I have no idea whether Too Hot to Handle (Netflix) was filmed before or during the pandemic and it seems unnecessary to ask. It would just have been a case of adding one more test to what I imagine is already quite an exhaustive list before the contestants are let loose on a poor unsuspecting island as part of an apparent reality dating show and quest to find and rate each other’s genitals as quickly as possible. A lateral flow swab would be a mere bagatelle compared to everything they must go through not to turn each season of this into an STI fest. How they get any of the pathologically energetic contestants to stay still for a medical procedure would be a programme in itself. I suspect the use of tranquilising blowdarts.
Maybe season three will take us behind the scenes, but for now we must face – with strength, determination and at least 5mg of Valium – season two of Too Hot to Handle, AKA Horn 4 U, AKA Blind Date Goes Rogue, AKA Am I 108 Years Old?, AKA Are These People Real?, AKA Just Make It Stop.
As with series one, the twist is that, though our contestants – confections of perfect musculature, tans, hair and hair products, boobs, makeup and endless vocalisations signalling round-the-clock sexual invitation (“I own me! I’m a firecracker!”) – believe they are signing up to a shagfest, they are not. Because 12 hours after they meet and everything has become fully engorged, they are slapped with a sex ban! For FOUR WEEKS!
(For the avoidance of doubt among readers of my age and inclination: this is considered both a long time and a bad thing. OK, onwards).
There is to be no kissing, no heavy petting, no self-gratification and no placing of any organ of generation into any orifice. The rules, delivered by a virtual assistant called Lana (presumably because a human presenter would risk being savaged to death by the nearest nymphomaniac) are clear. Should anyone breach them, they will be fined a sum in accordance with the seriousness of the infraction and that sum will be deducted from the prize fund. This stands at $100,000. Whatever remains at the end of the four-week sex ban will be split among whichever participants have not had to be flown off the island and hospitalised with blue balls or the vulval equivalent.
There are, technically, 10 contestants, but it is really only two factory models – one male, one female – in five slightly different iterations each. Some are actually models. Some are blondes, some brunette, some white, some of colour, some American-accented, some British and one French. His name is Marvin, but that is about all I can tell you. I will be referring to them as Vulvas 1-through-5 and Peens 1-4 plus Marvin (“No sex!” he tells the camera after Lana has broken the news. “No kiss! No nothing!” Oh, Marvin.)
Vulva 3 and Peen 4 quickly establish a mutual attraction. Marvin takes a shine to Vulva 2. But she kisses Peen 2 (not on the peen) to make him jealous. Peen 2 also kisses Vulva 1, but that was mostly on a dare. Or was it? Vulva 1 also likes Peen 1 and they snog, not on a dare.
Most of this, it should be noted, takes place after the sex ban has been imposed. So does Peen 4’s declaration that he is ready for a handjob. Vulva 3 is delighted by the audacity and the notion, but reminds him of the financial penalty to be paid in the event of breaching the ban. There is no blood left in Peen 4’s brain at this point, so it takes a while for him to understand and he is not best pleased when he does. How he is going to get through the remaining three weeks, six days and 23 hours of abstinence, it is – literally – hard to know.

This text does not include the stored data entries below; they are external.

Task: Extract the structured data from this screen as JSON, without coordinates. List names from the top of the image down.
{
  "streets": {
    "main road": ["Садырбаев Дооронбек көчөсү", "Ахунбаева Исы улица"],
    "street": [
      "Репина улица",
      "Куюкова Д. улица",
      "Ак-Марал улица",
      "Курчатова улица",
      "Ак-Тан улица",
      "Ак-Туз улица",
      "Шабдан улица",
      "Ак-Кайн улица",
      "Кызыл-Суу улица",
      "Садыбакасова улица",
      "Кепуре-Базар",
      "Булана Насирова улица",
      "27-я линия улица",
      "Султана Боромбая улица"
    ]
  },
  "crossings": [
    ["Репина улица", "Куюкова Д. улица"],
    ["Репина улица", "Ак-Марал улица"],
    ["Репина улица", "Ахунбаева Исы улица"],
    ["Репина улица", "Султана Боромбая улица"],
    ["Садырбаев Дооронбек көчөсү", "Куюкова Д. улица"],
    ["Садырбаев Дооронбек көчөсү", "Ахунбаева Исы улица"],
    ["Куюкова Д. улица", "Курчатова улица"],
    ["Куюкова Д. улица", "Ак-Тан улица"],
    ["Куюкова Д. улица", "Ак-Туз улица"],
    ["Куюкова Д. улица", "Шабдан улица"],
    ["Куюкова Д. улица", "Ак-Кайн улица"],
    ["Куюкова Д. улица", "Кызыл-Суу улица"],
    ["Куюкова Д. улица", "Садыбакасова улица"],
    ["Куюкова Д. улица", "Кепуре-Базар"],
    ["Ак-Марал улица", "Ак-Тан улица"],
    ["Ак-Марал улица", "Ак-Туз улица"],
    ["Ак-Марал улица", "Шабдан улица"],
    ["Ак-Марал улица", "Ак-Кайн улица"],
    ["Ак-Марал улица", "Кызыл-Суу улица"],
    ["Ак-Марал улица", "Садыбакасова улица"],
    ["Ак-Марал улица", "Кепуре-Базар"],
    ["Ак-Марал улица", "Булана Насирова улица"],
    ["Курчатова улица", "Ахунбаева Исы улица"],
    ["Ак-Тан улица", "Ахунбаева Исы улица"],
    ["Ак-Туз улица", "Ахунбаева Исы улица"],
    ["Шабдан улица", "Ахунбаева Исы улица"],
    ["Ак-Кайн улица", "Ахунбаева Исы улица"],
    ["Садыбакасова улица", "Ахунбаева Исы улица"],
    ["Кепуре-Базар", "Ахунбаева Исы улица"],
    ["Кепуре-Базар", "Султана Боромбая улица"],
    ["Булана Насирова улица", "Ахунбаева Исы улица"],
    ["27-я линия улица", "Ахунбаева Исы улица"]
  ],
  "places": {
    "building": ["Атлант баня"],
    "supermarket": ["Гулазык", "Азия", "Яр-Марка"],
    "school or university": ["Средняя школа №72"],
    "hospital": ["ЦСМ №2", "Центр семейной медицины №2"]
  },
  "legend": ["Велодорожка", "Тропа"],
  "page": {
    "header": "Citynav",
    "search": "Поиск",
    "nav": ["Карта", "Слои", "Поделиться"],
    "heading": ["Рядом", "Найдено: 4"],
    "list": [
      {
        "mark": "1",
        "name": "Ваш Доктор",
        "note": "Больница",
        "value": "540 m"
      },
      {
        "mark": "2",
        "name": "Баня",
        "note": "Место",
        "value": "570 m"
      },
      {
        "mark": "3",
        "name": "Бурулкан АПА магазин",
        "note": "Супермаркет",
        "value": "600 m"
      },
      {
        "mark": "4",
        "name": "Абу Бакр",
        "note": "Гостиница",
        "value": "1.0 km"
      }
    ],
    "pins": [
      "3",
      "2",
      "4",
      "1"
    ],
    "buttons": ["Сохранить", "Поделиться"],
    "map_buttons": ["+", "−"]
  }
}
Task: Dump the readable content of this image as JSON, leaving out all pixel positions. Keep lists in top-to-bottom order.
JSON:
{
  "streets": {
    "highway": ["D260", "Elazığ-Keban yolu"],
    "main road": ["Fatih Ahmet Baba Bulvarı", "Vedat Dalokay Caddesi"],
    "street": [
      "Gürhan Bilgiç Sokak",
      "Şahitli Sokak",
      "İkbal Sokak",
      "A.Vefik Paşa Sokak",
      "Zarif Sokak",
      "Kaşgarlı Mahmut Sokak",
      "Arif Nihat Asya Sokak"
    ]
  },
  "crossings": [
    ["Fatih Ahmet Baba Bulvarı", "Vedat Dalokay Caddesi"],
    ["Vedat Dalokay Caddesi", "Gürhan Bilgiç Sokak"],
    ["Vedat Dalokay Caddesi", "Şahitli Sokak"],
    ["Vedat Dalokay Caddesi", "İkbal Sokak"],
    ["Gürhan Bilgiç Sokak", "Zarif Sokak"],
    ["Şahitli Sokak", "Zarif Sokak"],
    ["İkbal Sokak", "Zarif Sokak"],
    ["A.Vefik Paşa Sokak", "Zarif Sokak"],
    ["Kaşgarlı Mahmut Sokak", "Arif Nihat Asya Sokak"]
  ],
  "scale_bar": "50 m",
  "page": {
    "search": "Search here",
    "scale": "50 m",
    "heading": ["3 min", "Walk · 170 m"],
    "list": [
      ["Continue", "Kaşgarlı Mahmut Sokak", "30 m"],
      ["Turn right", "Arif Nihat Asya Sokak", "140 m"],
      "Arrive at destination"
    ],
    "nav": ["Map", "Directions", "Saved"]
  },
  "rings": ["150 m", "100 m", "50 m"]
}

In season one, the contestants eventually split $75,000. By the end of the current crop’s first night the prize fund has already dropped to $79,000 and it is quite possible that by the time they reach the finale, they will be required to pay the makers.
Obviously – obviously – it is terrible. But, as ever, it’s brilliant to watch. Money and sex working in diametric opposition creates a unique layer of horror that no other reality show can provide, atop the jealousy, treachery, stupidity and heartbreak that customarily abounds. You would need a heart of stone not to laugh.